Contrast and clarity are very good. The paper has suffered from some silverfish damage along the right edge and on the top of Stanard’s forehead. Mount has been trimmed.
Reverse has an ID in both modern pencil and modern pen. The image is from the collection of the late William A. Turner who was not opposed to removing images from albums and writing the ID from the album on the reverse of the image.
Hugh Mercer Stanard was born in Richmond, Virginia on September 21, 1841.
On September 5, 1861 he was appointed 2nd lieutenant and aide-de-camp to General John B. Magruder at Yorktown, Virginia and went with him to Texas in November of 1862.
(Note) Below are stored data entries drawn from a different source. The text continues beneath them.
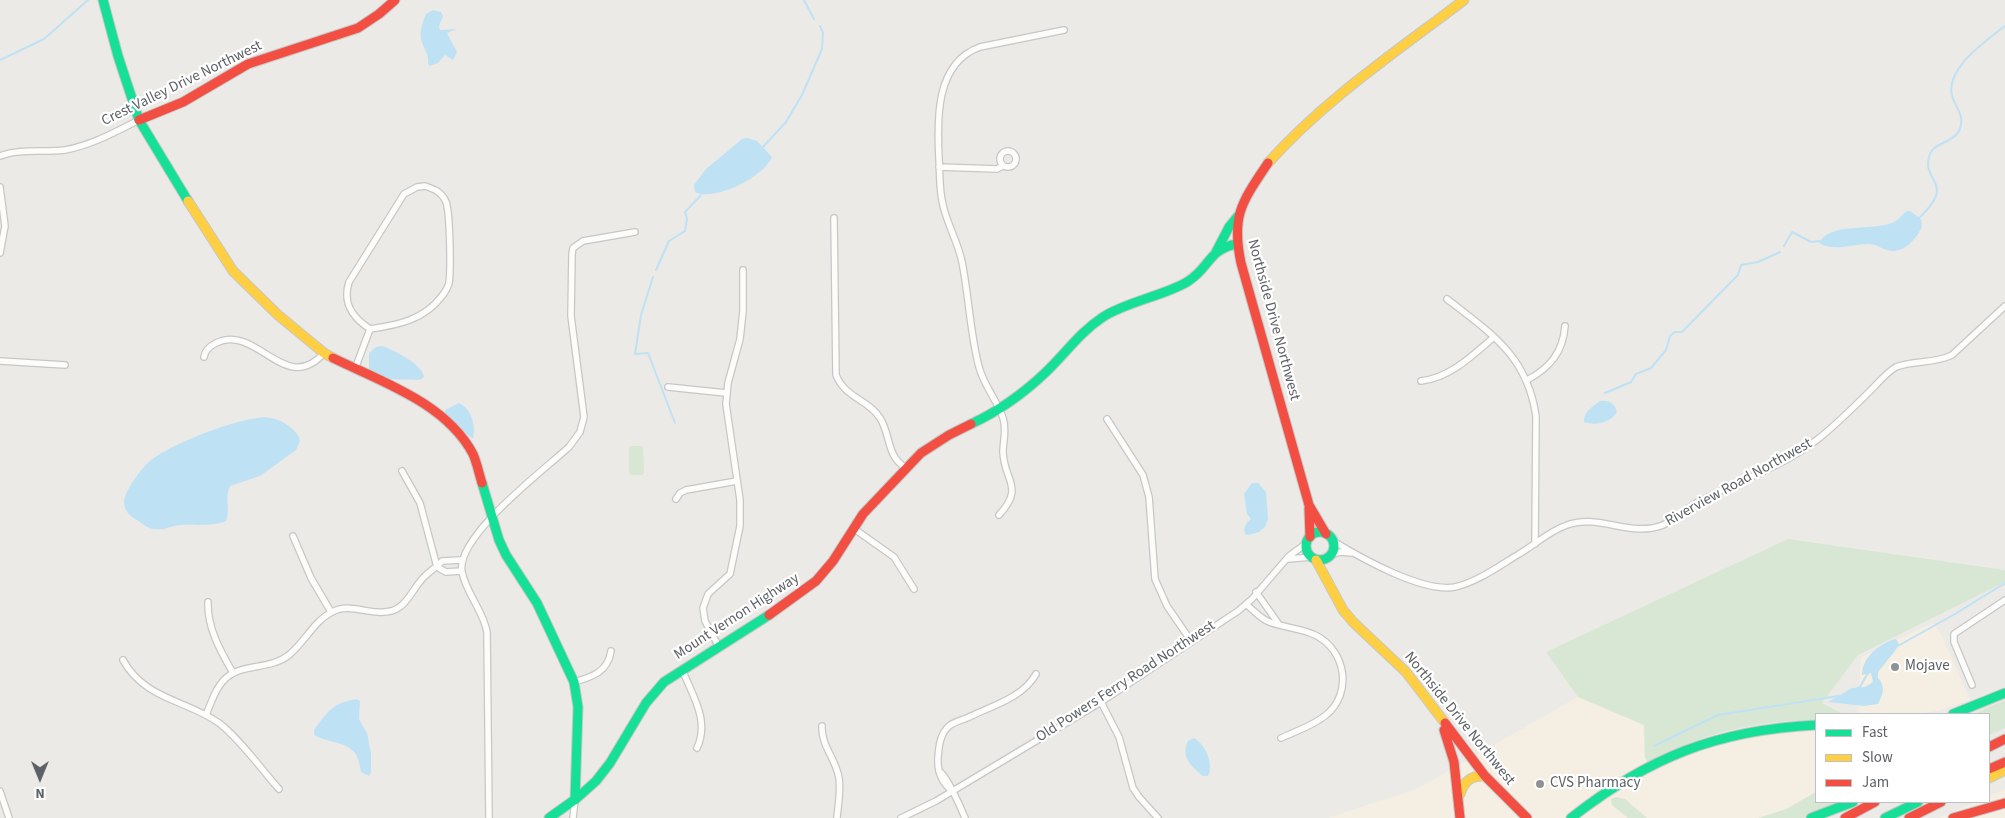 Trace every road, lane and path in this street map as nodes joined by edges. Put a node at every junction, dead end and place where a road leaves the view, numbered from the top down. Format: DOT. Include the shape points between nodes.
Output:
graph roads {
  1 [pos="103,0"];
  2 [pos="395,0"];
  3 [pos="1464,0"];
  4 [pos="1064,30"];
  5 [pos="139,120"];
  6 [pos="0,156"];
  7 [pos="1003,166"];
  8 [pos="940,167"];
  9 [pos="0,187"];
  10 [pos="1238,216"];
  11 [pos="834,218"];
  12 [pos="635,232"];
  13 [pos="1237,244"];
  14 [pos="1215,252"];
  15 [pos="0,253"];
  16 [pos="1240,258"];
  17 [pos="743,270"];
  18 [pos="1447,299"];
  19 [pos="2005,306"];
  20 [pos="1565,326"];
  21 [pos="370,329"];
  22 [pos="1494,337"];
  23 [pos="324,353"];
  24 [pos="204,357"];
  25 [pos="0,361"];
  26 [pos="65,365"];
  27 [pos="355,369"];
  28 [pos="1527,380"];
  29 [pos="1421,381"];
  30 [pos="668,387"];
  31 [pos="726,393"];
  32 [pos="1000,411"];
  33 [pos="1108,419"];
  34 [pos="906,468"];
  35 [pos="402,471"];
  36 [pos="737,481"];
  37 [pos="676,499"];
  38 [pos="1309,505"];
  39 [pos="491,515"];
  40 [pos="999,515"];
  41 [pos="853,528"];
  42 [pos="1326,534"];
  43 [pos="293,536"];
  44 [pos="1309,540"];
  45 [pos="1333,541"];
  46 [pos="1535,544"];
  47 [pos="1358,555"];
  48 [pos="1330,556"];
  49 [pos="1314,558"];
  50 [pos="1286,559"];
  51 [pos="461,560"];
  52 [pos="437,567"];
  53 [pos="461,571"];
  54 [pos="914,589"];
  55 [pos="1333,591"];
  56 [pos="1256,592"];
  57 [pos="2005,601"];
  58 [pos="208,602"];
  59 [pos="1246,604"];
  60 [pos="331,612"];
  61 [pos="1278,623"];
  62 [pos="1191,641"];
  63 [pos="719,647"];
  64 [pos="612,651"];
  65 [pos="124,660"];
  66 [pos="682,669"];
  67 [pos="233,673"];
  68 [pos="1036,674"];
  69 [pos="574,682"];
  70 [pos="1972,685"];
  71 [pos="2005,694"];
  72 [pos="1101,702"];
  73 [pos="1956,713"];
  74 [pos="206,715"];
  75 [pos="1440,718"];
  76 [pos="1815,725"];
  77 [pos="822,726"];
  78 [pos="1281,738"];
  79 [pos="2005,739"];
  80 [pos="1990,746"];
  81 [pos="697,748"];
  82 [pos="2005,762"];
  83 [pos="1990,769"];
  84 [pos="2005,770"];
  85 [pos="576,774"];
  86 [pos="1485,776"];
  87 [pos="1990,778"];
  88 [pos="595,783"];
  89 [pos="279,790"];
  90 [pos="952,791"];
  91 [pos="0,792"];
  92 [pos="1459,799"];
  93 [pos="574,800"];
  94 [pos="1850,803"];
  95 [pos="1873,803"];
  96 [pos="1916,803"];
  97 [pos="1940,803"];
  98 [pos="2005,803"];
  99 [pos="9,818"];
  100 [pos="489,818"];
  101 [pos="549,818"];
  102 [pos="573,818"];
  103 [pos="837,818"];
  104 [pos="901,818"];
  105 [pos="965,818"];
  106 [pos="1158,818"];
  107 [pos="1460,818"];
  108 [pos="1527,818"];
  109 [pos="1571,818"];
  110 [pos="1812,818"];
  111 [pos="1845,818"];
  112 [pos="1884,818"];
  113 [pos="1909,818"];
  114 [pos="1953,818"];
  1 -- 5 [label="main road"];
  2 -- 5 [label="main road, Crest Valley Drive Northwest" via="358,28 248,64 183,102"];
  3 -- 10 [label="main road, Northside Drive Northwest" via="1303,128 1261,172"];
  4 -- 8 [label="street" via="980,47 957,61 948,75 941,104 938,134"];
  5 -- 6 [label="street, Crest Valley Drive Northwest" via="77,147"];
  5 -- 23 [label="main road" via="233,271 278,315"];
  7 -- 8 [label="street" via="998,169"];
  8 -- 32 [label="street" via="942,204 962,261 978,365"];
  9 -- 15 [label="street" via="5,226"];
  10 -- 13 [label="main road, Northside Drive Northwest"];
  10 -- 14 [label="main road, Mount Vernon Highway"];
  11 -- 34 [label="street" via="836,375 845,390 879,416 892,454"];
  12 -- 39 [label="street" via="583,241 574,248 571,316 584,408 582,426 569,447"];
  13 -- 14 [label="main road"];
  13 -- 16 [label="main road, Northside Drive Northwest"];
  14 -- 16 [label="main road" via="1228,252"];
  14 -- 32 [label="main road, Mount Vernon Highway" via="1201,271 1187,282 1114,310 1095,322 1037,382"];
  16 -- 38 [label="main road, Northside Drive Northwest"];
  17 -- 31 [label="street" via="740,339"];
  18 -- 22 [label="street"];
  19 -- 46 [label="street, Riverview Road Northwest" via="1952,354 1897,367 1812,444 1761,474 1699,502 1664,524 1640,529 1592,522 1572,523"];
  20 -- 28 [label="street" via="1563,345 1557,356"];
  21 -- 21 [label="street" via="350,309 346,296 349,282 404,194 417,187 433,188 443,196 448,208 450,276 447,289 436,303 415,319"];
  21 -- 27 [label="street"];
  22 -- 28 [label="street" via="1515,360"];
  22 -- 29 [label="street" via="1435,380"];
  23 -- 24 [label="street" via="311,365 296,368 230,339 213,344"];
  23 -- 27 [label="main road"];
  25 -- 26 [label="street"];
  27 -- 39 [label="main road" via="424,403 465,441 474,456"];
  28 -- 46 [label="street" via="1536,416"];
  30 -- 31 [label="street"];
  31 -- 36 [label="street" via="726,415"];
  32 -- 34 [label="main road, Mount Vernon Highway" via="938,441"];
  32 -- 40 [label="street" via="1005,429 1004,458 1012,488 1009,502"];
  33 -- 62 [label="street" via="1143,475 1149,497 1157,584 1167,606"];
  34 -- 41 [label="main road, Mount Vernon Highway"];
  35 -- 52 [label="street" via="420,503"];
  36 -- 37 [label="street" via="686,490"];
  36 -- 63 [label="street" via="740,517 732,568 708,594 703,608 705,621"];
  38 -- 42 [label="main road, Northside Drive Northwest"];
  38 -- 44 [label="main road, Northside Drive Northwest"];
  39 -- 51 [label="street"];
  39 -- 69 [label="main road" via="506,555 537,604"];
  41 -- 54 [label="street" via="894,557"];
  41 -- 63 [label="main road, Mount Vernon Highway" via="834,561 816,581"];
  42 -- 44 [label="main road" via="1318,533"];
  42 -- 45 [label="main road"];
  43 -- 60 [label="street" via="311,578"];
  44 -- 49 [label="main road" via="1307,550"];
  44 -- 50 [label="street, Old Powers Ferry Road Northwest"];
  45 -- 47 [label="street, Riverview Road Northwest"];
  45 -- 48 [label="main road" via="1334,550"];
  46 -- 47 [label="street, Riverview Road Northwest" via="1483,575 1444,588 1423,585"];
  47 -- 48 [label="street, Riverview Road Northwest" via="1341,552"];
  48 -- 49 [label="main road" via="1320,560"];
  48 -- 55 [label="main road, Northside Drive Northwest"];
  49 -- 50 [label="street"];
  49 -- 55 [label="main road, Northside Drive Northwest"];
  50 -- 56 [label="street, Old Powers Ferry Road Northwest"];
  51 -- 52 [label="street" via="442,561"];
  51 -- 53 [label="street"];
  52 -- 53 [label="street" via="446,572"];
  52 -- 60 [label="street" via="424,577 408,600 392,610 377,612 347,608"];
  53 -- 100 [label="street" via="487,632"];
  55 -- 75 [label="main road, Northside Drive Northwest" via="1353,622 1406,672"];
  56 -- 59 [label="street, Old Powers Ferry Road Northwest"];
  56 -- 61 [label="street"];
  57 -- 70 [label="street" via="1953,636"];
  58 -- 67 [label="street" via="214,635"];
  59 -- 61 [label="street" via="1259,616"];
  59 -- 62 [label="street, Old Powers Ferry Road Northwest"];
  60 -- 67 [label="street" via="284,659"];
  61 -- 78 [label="street" via="1324,640 1336,654 1342,673 1341,692 1327,715"];
  62 -- 72 [label="street, Old Powers Ferry Road Northwest"];
  63 -- 66 [label="main road, Mount Vernon Highway"];
  64 -- 69 [label="street" via="600,671"];
  65 -- 74 [label="street" via="128,668 155,692"];
  66 -- 81 [label="street" via="702,719"];
  66 -- 88 [label="main road, Mount Vernon Highway" via="653,693"];
  67 -- 74 [label="street" via="220,686"];
  68 -- 90 [label="street" via="1030,685 1012,697 950,726 939,741 938,764 946,786"];
  69 -- 85 [label="main road" via="578,707"];
  71 -- 73 [label="main road"];
  72 -- 90 [label="street, Old Powers Ferry Road Northwest"];
  72 -- 106 [label="street" via="1120,737 1133,788"];
  74 -- 89 [label="street" via="228,731"];
  75 -- 86 [label="main road, Northside Drive Northwest"];
  75 -- 92 [label="main road" via="1453,754"];
  76 -- 109 [label="main road" via="1762,728 1697,744 1668,755 1630,776"];
  77 -- 103 [label="street" via="823,740 840,778"];
  79 -- 80 [label="main road"];
  82 -- 83 [label="main road"];
  84 -- 87 [label="main road"];
  85 -- 88 [label="main road" via="583,782"];
  85 -- 93 [label="main road"];
  86 -- 92 [label="main road" via="1467,780"];
  86 -- 108 [label="main road, Northside Drive Northwest"];
  88 -- 93 [label="main road, Mount Vernon Highway"];
  90 -- 104 [label="street, Old Powers Ferry Road Northwest"];
  90 -- 105 [label="street"];
  91 -- 99 [label="street"];
  92 -- 107 [label="main road"];
  93 -- 101 [label="main road, Mount Vernon Highway"];
  93 -- 102 [label="street"];
  94 -- 110 [label="main road"];
  95 -- 111 [label="main road"];
  96 -- 112 [label="main road"];
  97 -- 113 [label="main road"];
  98 -- 114 [label="main road"];
} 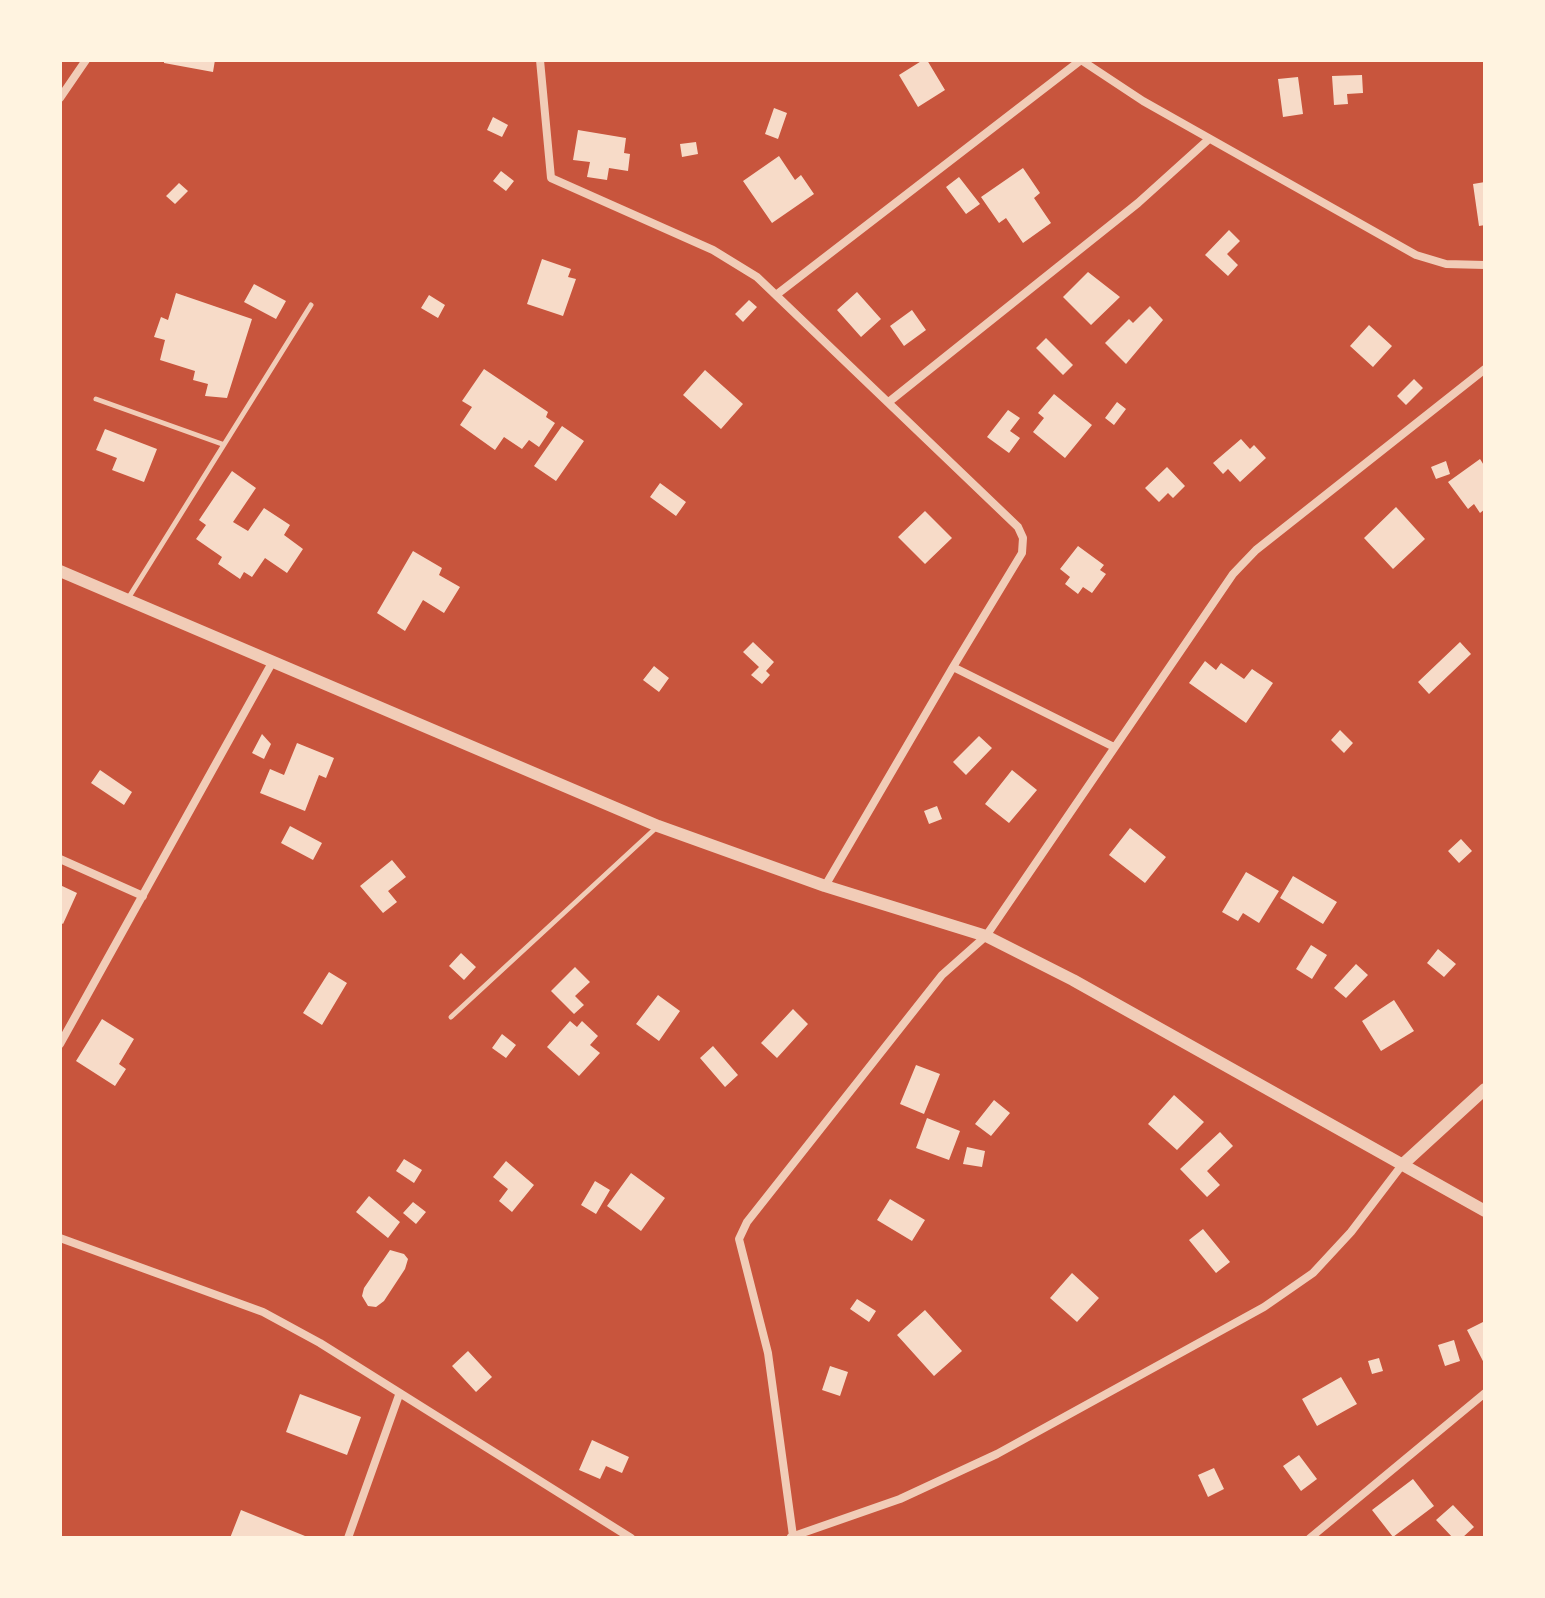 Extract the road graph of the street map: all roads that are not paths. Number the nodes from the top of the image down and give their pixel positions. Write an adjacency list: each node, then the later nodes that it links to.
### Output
1 (86, 60): 3 (street)
2 (540, 60): 6 (street)
3 (60, 98)
4 (1209, 139): 5 (street); 6 (street); 10 (street)
5 (1485, 265)
6 (776, 295): 10 (street)
7 (311, 305): 11 (lane)
8 (1485, 369): 16 (street)
9 (96, 399): 11 (lane)
10 (890, 401): 15 (street)
11 (222, 444): 13 (lane)
12 (60, 571): 13 (street)
13 (126, 601): 14 (street)
14 (273, 661): 17 (street); 20 (street)
15 (953, 667): 16 (street); 19 (street)
16 (1114, 747): 21 (street)
17 (658, 826): 19 (street); 22 (lane)
18 (60, 859): 20 (street)
19 (825, 886): 21 (street)
20 (143, 896): 23 (street)
21 (986, 936): 25 (street); 30 (street)
22 (451, 1017)
23 (60, 1044)
24 (1485, 1089): 25 (street)
25 (1402, 1165): 26 (street); 30 (street)
26 (1485, 1211)
27 (60, 1238): 29 (street)
28 (1485, 1393): 33 (street)
29 (399, 1395): 31 (street); 32 (street)
30 (791, 1537)
31 (348, 1538)
32 (631, 1538)
33 (1310, 1538)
In October of 1863 Stanard, now a 1st lieutenant, was sent to Havana, Cuba and Nassau, Bahamas on special assignment and was required to report to General Edmund Kirby Smith. He returned sometime in early to mid-1864 and on June 7, 1864 was given 5 days leave and then told to report to Colonel Josiah Gorgas, Chief of Ordnance for temporary service as acting inspector of ordnance.
After the war Stanard took up farming. For some unknown reason he was committed to an asylum in Philadelphia and scalded himself to death in a bathtub during the temporary absence of his nurse. He died on January 15, 1876 at the age of 34. He was buried in Richmond’s Shockoe Hill Cemetery. [AD] [PH:L]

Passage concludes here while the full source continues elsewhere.